WORK ORDER> Pick out and copy every line below that has the word "Paritaria".

RECORDS>
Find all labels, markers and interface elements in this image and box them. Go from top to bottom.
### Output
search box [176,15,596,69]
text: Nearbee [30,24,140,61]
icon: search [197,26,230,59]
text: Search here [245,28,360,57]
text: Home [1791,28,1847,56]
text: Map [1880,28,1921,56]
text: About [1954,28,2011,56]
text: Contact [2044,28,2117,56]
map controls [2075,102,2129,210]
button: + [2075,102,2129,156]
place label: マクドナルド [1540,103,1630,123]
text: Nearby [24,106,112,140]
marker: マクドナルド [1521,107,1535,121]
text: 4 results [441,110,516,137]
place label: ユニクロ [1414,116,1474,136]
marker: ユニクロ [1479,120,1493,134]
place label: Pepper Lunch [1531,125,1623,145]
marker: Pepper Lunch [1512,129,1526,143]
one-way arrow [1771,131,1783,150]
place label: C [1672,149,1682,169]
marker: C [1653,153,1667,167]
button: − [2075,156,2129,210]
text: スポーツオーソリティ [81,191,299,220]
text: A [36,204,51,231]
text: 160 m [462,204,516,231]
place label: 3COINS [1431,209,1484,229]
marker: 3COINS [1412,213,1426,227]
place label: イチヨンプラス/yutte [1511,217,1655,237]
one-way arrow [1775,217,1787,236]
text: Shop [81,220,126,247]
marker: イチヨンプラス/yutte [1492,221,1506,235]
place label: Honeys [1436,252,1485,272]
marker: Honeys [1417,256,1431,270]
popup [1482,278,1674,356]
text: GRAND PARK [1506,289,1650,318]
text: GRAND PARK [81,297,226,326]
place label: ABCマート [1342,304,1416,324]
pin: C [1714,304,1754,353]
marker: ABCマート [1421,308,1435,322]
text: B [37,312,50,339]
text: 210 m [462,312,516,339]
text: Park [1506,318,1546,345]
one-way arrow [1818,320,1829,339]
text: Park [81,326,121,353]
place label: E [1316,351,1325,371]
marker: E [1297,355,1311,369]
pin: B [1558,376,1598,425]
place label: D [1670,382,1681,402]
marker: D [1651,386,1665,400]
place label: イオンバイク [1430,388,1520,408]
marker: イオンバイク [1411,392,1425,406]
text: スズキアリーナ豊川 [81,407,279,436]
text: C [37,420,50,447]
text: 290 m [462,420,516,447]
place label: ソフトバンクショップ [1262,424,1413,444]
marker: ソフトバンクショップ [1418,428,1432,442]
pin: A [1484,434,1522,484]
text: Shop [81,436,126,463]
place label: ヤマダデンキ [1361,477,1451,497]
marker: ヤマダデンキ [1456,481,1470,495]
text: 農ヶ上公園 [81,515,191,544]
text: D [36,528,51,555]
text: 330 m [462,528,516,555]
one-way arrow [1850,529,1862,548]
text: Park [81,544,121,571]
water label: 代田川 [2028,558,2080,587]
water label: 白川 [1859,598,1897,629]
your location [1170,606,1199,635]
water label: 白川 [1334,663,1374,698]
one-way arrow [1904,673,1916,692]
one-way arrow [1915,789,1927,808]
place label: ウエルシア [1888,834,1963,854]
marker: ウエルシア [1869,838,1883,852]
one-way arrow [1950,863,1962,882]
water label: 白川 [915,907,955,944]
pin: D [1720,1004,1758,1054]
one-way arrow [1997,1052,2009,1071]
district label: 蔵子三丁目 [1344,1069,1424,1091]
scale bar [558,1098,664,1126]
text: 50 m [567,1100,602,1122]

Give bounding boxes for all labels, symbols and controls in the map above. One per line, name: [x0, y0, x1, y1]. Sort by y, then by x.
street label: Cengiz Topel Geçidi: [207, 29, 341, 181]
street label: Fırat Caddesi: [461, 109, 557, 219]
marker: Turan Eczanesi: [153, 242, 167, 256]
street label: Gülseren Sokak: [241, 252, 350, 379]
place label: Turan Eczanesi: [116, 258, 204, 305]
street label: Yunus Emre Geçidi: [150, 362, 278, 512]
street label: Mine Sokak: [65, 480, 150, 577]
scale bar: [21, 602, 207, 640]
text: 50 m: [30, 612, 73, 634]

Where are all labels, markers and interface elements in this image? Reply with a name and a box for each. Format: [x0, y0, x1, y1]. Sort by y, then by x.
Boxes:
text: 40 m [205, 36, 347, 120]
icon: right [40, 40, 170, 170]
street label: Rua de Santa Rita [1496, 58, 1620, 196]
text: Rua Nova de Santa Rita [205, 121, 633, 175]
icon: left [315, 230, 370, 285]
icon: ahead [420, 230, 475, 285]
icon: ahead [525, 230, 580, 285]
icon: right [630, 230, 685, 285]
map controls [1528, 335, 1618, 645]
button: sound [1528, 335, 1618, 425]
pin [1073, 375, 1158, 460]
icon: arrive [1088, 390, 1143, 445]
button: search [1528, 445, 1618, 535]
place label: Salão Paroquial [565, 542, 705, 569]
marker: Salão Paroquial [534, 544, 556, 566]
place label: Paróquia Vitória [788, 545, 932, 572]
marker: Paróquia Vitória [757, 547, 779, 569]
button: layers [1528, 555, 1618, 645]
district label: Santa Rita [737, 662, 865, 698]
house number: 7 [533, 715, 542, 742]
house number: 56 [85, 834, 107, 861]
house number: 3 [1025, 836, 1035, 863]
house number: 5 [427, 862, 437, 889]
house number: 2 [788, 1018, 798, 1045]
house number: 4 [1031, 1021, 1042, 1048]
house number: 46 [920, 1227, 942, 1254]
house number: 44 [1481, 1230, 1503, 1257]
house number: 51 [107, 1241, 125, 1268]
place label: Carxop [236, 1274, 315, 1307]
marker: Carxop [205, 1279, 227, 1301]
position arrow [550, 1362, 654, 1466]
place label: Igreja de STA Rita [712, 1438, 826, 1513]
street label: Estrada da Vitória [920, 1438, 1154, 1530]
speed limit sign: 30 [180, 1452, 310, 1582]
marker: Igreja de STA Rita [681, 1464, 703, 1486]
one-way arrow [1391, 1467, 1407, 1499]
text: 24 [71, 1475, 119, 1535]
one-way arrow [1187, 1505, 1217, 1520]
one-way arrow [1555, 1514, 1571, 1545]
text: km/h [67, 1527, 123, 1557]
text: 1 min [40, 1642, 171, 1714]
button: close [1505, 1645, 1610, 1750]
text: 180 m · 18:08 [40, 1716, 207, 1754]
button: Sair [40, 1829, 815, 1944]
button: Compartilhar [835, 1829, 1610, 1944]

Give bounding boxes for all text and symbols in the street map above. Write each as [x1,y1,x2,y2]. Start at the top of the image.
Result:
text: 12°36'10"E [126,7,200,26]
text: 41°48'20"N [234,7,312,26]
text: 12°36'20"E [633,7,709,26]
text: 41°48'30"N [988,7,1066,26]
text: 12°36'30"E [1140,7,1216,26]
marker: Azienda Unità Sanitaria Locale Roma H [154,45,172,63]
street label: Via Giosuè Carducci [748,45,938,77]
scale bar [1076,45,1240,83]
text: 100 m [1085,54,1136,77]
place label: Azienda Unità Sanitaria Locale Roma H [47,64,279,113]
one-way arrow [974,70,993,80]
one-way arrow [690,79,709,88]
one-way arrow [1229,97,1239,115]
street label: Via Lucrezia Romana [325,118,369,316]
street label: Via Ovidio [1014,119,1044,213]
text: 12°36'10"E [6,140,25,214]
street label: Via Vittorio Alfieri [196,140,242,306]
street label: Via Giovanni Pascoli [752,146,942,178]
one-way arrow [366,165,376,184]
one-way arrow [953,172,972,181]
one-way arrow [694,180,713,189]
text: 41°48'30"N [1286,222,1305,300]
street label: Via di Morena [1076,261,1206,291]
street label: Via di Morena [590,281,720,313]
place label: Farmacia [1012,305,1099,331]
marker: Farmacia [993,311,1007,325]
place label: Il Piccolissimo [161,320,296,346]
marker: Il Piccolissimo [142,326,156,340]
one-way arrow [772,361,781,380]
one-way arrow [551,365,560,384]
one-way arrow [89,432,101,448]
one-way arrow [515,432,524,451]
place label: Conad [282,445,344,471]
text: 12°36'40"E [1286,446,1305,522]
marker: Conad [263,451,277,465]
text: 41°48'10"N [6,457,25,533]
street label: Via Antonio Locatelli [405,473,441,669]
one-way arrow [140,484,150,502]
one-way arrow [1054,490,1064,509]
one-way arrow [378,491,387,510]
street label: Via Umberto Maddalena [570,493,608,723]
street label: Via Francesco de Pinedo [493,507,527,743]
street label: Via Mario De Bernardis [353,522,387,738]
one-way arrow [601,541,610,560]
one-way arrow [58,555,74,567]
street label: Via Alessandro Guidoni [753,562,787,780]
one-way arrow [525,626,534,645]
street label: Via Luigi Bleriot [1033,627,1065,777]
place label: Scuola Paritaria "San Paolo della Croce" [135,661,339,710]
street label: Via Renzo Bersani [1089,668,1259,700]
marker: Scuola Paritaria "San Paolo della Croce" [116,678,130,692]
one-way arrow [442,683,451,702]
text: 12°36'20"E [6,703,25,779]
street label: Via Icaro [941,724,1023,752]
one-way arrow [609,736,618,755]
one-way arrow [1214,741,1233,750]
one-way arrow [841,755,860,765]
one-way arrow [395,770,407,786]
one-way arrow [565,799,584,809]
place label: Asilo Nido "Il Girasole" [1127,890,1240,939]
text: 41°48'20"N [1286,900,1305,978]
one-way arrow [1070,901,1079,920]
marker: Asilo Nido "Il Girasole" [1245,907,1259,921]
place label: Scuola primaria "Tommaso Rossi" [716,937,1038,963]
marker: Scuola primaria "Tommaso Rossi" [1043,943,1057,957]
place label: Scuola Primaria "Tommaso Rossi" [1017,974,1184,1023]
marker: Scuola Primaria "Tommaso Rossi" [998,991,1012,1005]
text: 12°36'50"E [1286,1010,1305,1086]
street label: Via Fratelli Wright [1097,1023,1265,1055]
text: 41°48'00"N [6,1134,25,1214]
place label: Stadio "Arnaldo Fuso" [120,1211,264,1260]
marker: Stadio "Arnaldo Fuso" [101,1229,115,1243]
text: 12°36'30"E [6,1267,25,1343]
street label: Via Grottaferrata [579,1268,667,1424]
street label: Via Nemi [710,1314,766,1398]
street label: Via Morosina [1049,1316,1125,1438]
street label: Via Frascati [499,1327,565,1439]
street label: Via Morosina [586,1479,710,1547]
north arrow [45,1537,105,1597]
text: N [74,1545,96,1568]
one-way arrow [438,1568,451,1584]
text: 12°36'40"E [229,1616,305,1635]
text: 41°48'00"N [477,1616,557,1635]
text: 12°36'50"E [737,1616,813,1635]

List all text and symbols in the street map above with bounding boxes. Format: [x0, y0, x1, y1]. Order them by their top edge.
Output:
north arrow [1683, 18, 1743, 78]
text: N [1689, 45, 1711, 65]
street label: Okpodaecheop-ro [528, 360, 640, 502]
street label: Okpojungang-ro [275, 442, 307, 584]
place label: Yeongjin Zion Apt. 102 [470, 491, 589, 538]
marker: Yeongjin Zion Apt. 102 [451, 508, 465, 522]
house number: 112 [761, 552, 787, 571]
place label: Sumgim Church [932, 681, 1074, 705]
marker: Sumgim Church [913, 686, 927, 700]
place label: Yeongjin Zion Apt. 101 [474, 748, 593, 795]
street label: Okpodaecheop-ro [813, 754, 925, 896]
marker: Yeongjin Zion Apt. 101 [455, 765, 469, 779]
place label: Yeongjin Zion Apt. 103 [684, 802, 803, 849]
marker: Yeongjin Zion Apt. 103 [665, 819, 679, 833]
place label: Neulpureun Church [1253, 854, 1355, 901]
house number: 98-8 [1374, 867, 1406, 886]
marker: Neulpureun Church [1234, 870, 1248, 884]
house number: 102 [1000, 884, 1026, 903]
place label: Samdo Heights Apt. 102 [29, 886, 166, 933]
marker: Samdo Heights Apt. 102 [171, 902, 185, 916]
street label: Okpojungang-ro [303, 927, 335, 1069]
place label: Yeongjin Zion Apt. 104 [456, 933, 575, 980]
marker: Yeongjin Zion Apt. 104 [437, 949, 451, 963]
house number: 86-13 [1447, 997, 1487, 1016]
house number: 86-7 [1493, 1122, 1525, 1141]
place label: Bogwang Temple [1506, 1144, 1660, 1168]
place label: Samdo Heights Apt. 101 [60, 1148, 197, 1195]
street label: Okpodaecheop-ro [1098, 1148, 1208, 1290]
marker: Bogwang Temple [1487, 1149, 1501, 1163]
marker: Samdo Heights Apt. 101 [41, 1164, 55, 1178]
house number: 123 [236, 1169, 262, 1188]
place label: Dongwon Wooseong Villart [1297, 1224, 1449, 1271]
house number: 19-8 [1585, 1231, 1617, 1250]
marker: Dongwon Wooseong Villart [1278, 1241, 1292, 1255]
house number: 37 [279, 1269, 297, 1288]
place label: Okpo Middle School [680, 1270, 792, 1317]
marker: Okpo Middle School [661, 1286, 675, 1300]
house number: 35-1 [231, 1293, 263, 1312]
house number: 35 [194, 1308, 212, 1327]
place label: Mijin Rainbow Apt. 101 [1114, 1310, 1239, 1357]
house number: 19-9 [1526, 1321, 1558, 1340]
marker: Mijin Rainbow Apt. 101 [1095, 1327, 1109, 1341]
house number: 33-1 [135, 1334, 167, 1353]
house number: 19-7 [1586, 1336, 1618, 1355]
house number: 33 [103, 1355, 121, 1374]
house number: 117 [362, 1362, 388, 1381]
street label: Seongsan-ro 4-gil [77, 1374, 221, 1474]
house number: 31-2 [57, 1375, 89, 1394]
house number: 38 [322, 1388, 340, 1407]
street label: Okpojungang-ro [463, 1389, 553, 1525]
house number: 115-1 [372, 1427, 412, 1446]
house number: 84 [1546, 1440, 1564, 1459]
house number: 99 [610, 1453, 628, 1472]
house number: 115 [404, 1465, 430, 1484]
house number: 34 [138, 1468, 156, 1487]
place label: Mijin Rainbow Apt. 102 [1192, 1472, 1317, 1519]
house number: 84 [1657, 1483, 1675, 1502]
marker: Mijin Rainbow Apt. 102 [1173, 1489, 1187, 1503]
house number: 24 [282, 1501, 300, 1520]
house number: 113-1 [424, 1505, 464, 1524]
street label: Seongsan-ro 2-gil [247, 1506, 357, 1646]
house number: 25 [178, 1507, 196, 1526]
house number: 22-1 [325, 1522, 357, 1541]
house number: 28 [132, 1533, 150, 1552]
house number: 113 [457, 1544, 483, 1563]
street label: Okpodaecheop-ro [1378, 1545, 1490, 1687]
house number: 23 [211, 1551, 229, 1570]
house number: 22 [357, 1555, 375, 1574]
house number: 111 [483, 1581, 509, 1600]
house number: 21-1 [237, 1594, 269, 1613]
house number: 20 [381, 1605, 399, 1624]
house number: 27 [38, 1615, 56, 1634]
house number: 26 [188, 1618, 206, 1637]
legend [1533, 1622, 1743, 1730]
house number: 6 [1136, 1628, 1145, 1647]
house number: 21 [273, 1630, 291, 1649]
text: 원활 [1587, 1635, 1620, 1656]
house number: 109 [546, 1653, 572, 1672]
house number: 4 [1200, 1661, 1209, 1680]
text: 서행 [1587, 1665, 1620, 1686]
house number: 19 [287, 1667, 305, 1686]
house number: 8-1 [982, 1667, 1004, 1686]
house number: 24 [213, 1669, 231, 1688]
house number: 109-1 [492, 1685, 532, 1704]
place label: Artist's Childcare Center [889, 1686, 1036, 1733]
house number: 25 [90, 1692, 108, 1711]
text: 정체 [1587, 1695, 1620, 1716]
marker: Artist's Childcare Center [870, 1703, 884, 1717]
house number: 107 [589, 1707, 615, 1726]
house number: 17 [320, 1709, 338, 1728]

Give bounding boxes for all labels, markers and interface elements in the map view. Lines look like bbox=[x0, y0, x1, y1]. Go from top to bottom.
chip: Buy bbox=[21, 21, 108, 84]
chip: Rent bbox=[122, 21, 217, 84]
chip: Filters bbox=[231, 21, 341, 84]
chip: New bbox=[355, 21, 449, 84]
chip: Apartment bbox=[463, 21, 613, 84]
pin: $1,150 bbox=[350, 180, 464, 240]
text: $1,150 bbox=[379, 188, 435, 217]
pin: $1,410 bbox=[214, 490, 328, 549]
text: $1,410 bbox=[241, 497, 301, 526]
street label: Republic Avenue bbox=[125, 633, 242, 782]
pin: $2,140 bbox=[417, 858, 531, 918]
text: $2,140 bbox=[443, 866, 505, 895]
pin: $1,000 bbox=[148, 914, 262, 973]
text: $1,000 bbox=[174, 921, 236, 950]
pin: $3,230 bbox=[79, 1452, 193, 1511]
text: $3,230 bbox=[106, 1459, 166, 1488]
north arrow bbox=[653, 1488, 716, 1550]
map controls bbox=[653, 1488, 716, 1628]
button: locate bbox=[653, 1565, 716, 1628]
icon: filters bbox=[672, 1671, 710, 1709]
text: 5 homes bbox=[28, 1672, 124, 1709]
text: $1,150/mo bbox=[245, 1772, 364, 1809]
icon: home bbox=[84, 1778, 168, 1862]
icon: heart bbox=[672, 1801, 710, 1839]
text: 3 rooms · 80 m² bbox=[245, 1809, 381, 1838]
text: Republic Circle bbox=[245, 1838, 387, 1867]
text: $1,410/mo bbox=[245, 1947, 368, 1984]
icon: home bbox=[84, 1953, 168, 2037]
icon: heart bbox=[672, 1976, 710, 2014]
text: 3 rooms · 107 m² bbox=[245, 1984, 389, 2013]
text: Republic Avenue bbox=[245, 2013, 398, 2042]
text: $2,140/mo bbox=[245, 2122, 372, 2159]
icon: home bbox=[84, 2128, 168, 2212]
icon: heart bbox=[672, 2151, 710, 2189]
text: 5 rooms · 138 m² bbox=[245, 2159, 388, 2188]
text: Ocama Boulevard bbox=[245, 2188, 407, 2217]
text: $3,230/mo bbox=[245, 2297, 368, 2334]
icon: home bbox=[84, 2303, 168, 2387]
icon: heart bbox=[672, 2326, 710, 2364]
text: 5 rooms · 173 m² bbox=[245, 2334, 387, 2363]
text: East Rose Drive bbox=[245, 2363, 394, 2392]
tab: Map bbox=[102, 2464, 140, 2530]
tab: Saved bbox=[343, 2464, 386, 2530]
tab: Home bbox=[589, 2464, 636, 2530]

WRITTEN SOLUTION>
place label: Scuola Paritaria "San Paolo della Croce" [135,661,339,710]
marker: Scuola Paritaria "San Paolo della Croce" [116,678,130,692]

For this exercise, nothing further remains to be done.